## What this task involves
Within the entries below, find every line that has the string "Timur", then copy it.

☆ ☆ ☆

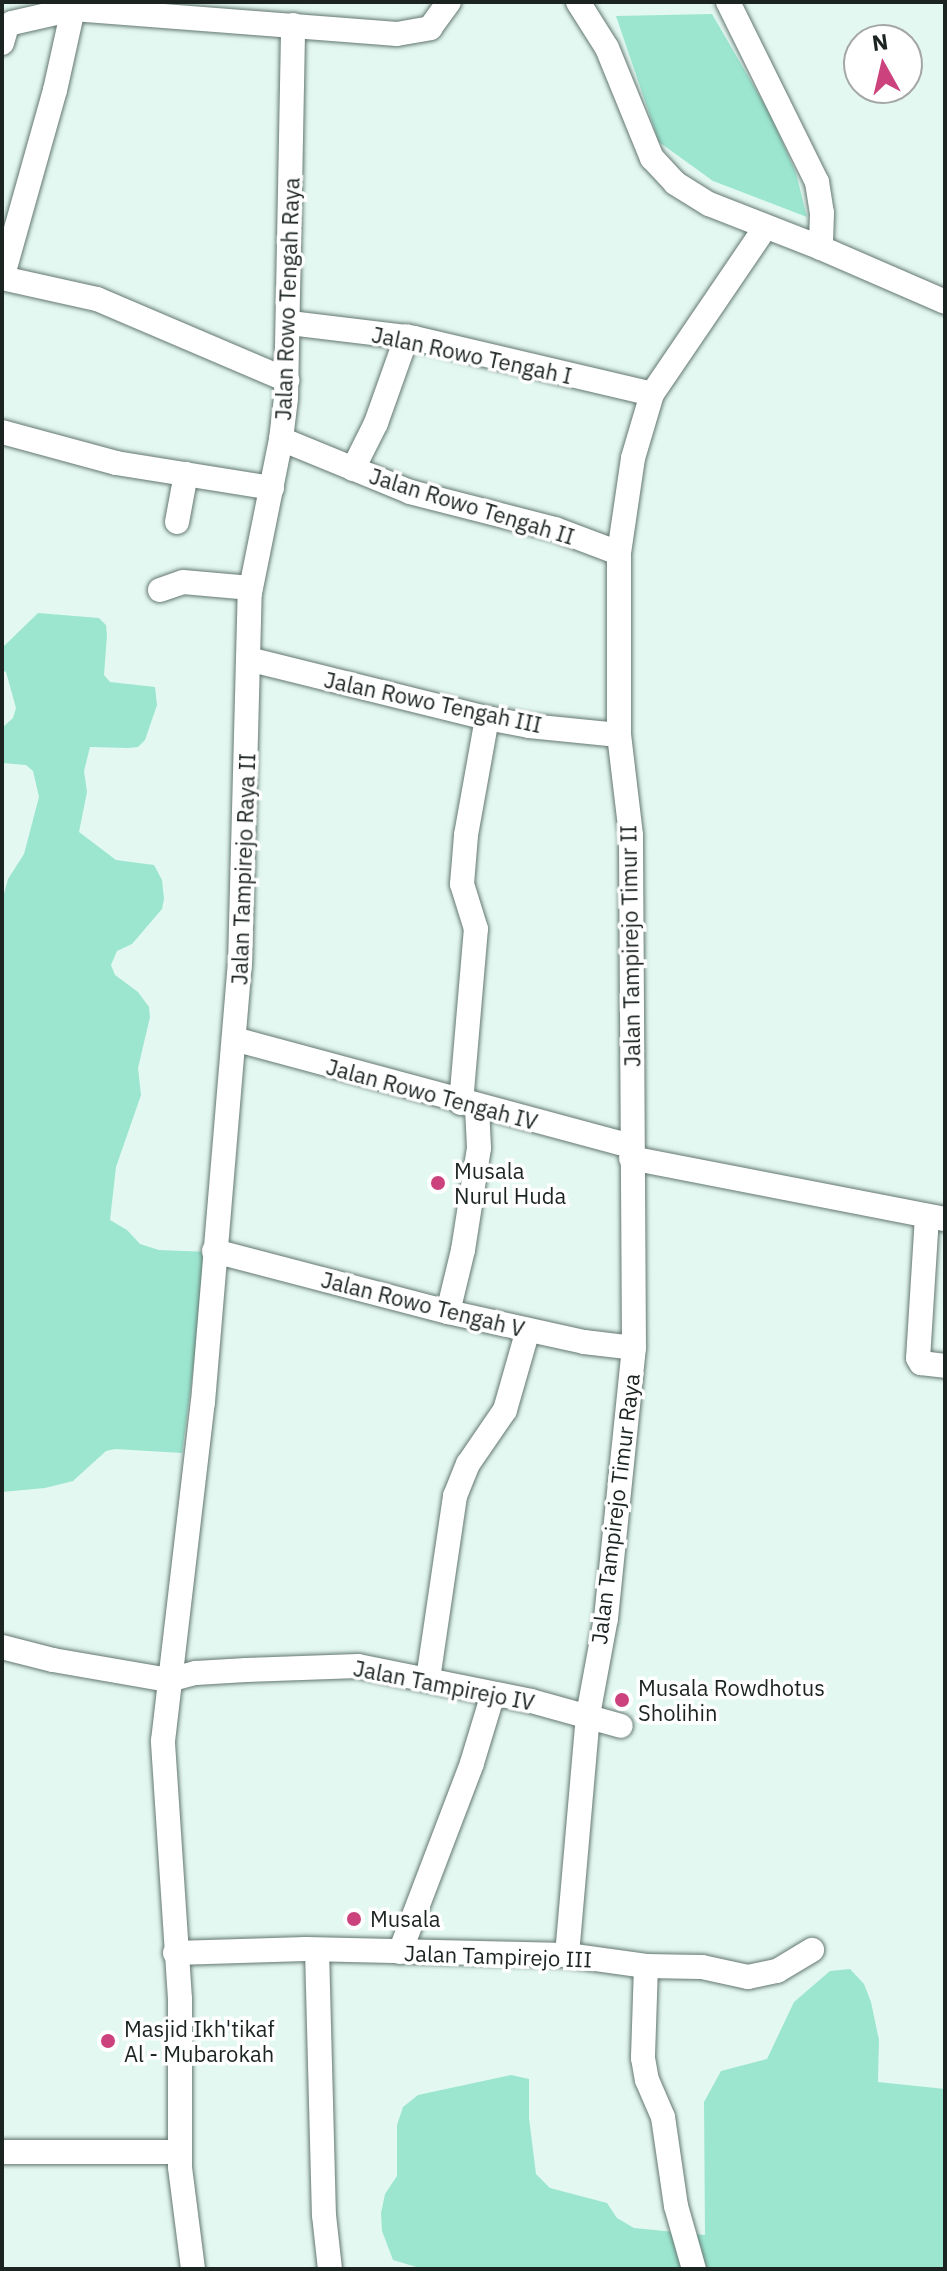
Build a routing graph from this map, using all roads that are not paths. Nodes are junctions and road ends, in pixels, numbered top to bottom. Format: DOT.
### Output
graph roads {
  1 [pos="449,2"];
  2 [pos="606,2"];
  3 [pos="728,2"];
  4 [pos="579,3"];
  5 [pos="65,6"];
  6 [pos="233,12"];
  7 [pos="293,25"];
  8 [pos="2,43"];
  9 [pos="769,231"];
  10 [pos="821,248"];
  11 [pos="2,278"];
  12 [pos="945,302"];
  13 [pos="290,323"];
  14 [pos="407,336"];
  15 [pos="287,380"];
  16 [pos="652,394"];
  17 [pos="2,432"];
  18 [pos="281,439"];
  19 [pos="353,469"];
  20 [pos="186,474"];
  21 [pos="272,488"];
  22 [pos="177,522"];
  23 [pos="619,553"];
  24 [pos="251,588"];
  25 [pos="160,590"];
  26 [pos="248,659"];
  27 [pos="487,718"];
  28 [pos="619,735"];
  29 [pos="234,1039"];
  30 [pos="469,1105"];
  31 [pos="631,1152"];
  32 [pos="936,1218"];
  33 [pos="214,1251"];
  34 [pos="448,1312"];
  35 [pos="528,1330"];
  36 [pos="634,1348"];
  37 [pos="945,1366"];
  38 [pos="2,1647"];
  39 [pos="428,1679"];
  40 [pos="169,1680"];
  41 [pos="493,1694"];
  42 [pos="588,1715"];
  43 [pos="621,1726"];
  44 [pos="317,1950"];
  45 [pos="812,1950"];
  46 [pos="400,1952"];
  47 [pos="175,1953"];
  48 [pos="567,1955"];
  49 [pos="646,1966"];
  50 [pos="2,2152"];
  51 [pos="180,2152"];
  52 [pos="193,2269"];
  53 [pos="330,2269"];
  54 [pos="694,2269"];
  1 -- 7 [label="street"];
  2 -- 4 [label="street"];
  3 -- 10 [label="street"];
  4 -- 9 [label="street"];
  5 -- 6 [label="street"];
  5 -- 8 [label="street"];
  5 -- 11 [label="street"];
  6 -- 7 [label="street"];
  7 -- 13 [label="street, Jalan Rowo Tengah Raya"];
  9 -- 10 [label="street"];
  9 -- 16 [label="street, Jalan Tampirejo Timur II"];
  10 -- 12 [label="street"];
  11 -- 15 [label="street"];
  13 -- 14 [label="street, Jalan Rowo Tengah I"];
  13 -- 15 [label="street, Jalan Rowo Tengah Raya"];
  14 -- 16 [label="street, Jalan Rowo Tengah I"];
  14 -- 19 [label="street"];
  15 -- 18 [label="street, Jalan Rowo Tengah Raya"];
  16 -- 23 [label="street, Jalan Tampirejo Timur II"];
  17 -- 20 [label="street"];
  18 -- 19 [label="street, Jalan Rowo Tengah II"];
  18 -- 21 [label="street, Jalan Rowo Tengah Raya"];
  19 -- 23 [label="street, Jalan Rowo Tengah II"];
  20 -- 21 [label="street"];
  20 -- 22 [label="street"];
  21 -- 24 [label="street, Jalan Tampirejo Raya II"];
  23 -- 28 [label="street, Jalan Tampirejo Timur II"];
  24 -- 25 [label="street"];
  24 -- 26 [label="street, Jalan Tampirejo Raya II"];
  26 -- 27 [label="street, Jalan Rowo Tengah III"];
  26 -- 29 [label="street, Jalan Tampirejo Raya II"];
  27 -- 28 [label="street, Jalan Rowo Tengah III"];
  27 -- 30 [label="street"];
  28 -- 31 [label="street, Jalan Tampirejo Timur II"];
  29 -- 30 [label="street, Jalan Rowo Tengah IV"];
  29 -- 33 [label="street, Jalan Tampirejo Raya II"];
  30 -- 31 [label="street, Jalan Rowo Tengah IV"];
  30 -- 34 [label="street"];
  31 -- 32 [label="street, Jalan Rowo Tengah IV"];
  31 -- 36 [label="street, Jalan Tampirejo Timur Raya"];
  32 -- 37 [label="street"];
  33 -- 34 [label="street, Jalan Rowo Tengah V"];
  33 -- 40 [label="street, Jalan Tampirejo Raya II"];
  34 -- 35 [label="street, Jalan Rowo Tengah V"];
  35 -- 36 [label="street, Jalan Rowo Tengah V"];
  35 -- 39 [label="street"];
  36 -- 42 [label="street, Jalan Tampirejo Timur Raya"];
  38 -- 40 [label="street"];
  39 -- 40 [label="street, Jalan Tampirejo IV"];
  39 -- 41 [label="street, Jalan Tampirejo IV"];
  40 -- 47 [label="street, Jalan Tampirejo Raya II"];
  41 -- 42 [label="street, Jalan Tampirejo IV"];
  41 -- 46 [label="street"];
  42 -- 43 [label="street, Jalan Tampirejo IV"];
  42 -- 48 [label="street, Jalan Tampirejo Timur Raya"];
  44 -- 46 [label="street, Jalan Tampirejo III"];
  44 -- 47 [label="street, Jalan Tampirejo III"];
  44 -- 53 [label="street"];
  45 -- 49 [label="street, Jalan Tampirejo III"];
  46 -- 48 [label="street, Jalan Tampirejo III"];
  47 -- 51 [label="street, Jalan Tampirejo Raya II"];
  48 -- 49 [label="street, Jalan Tampirejo III"];
  49 -- 54 [label="street"];
  50 -- 51 [label="street"];
  51 -- 52 [label="street, Jalan Tampirejo Raya II"];
}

☆ ☆ ☆

## Task output
  9 -- 16 [label="street, Jalan Tampirejo Timur II"];
  16 -- 23 [label="street, Jalan Tampirejo Timur II"];
  23 -- 28 [label="street, Jalan Tampirejo Timur II"];
  28 -- 31 [label="street, Jalan Tampirejo Timur II"];
  31 -- 36 [label="street, Jalan Tampirejo Timur Raya"];
  36 -- 42 [label="street, Jalan Tampirejo Timur Raya"];
  42 -- 48 [label="street, Jalan Tampirejo Timur Raya"];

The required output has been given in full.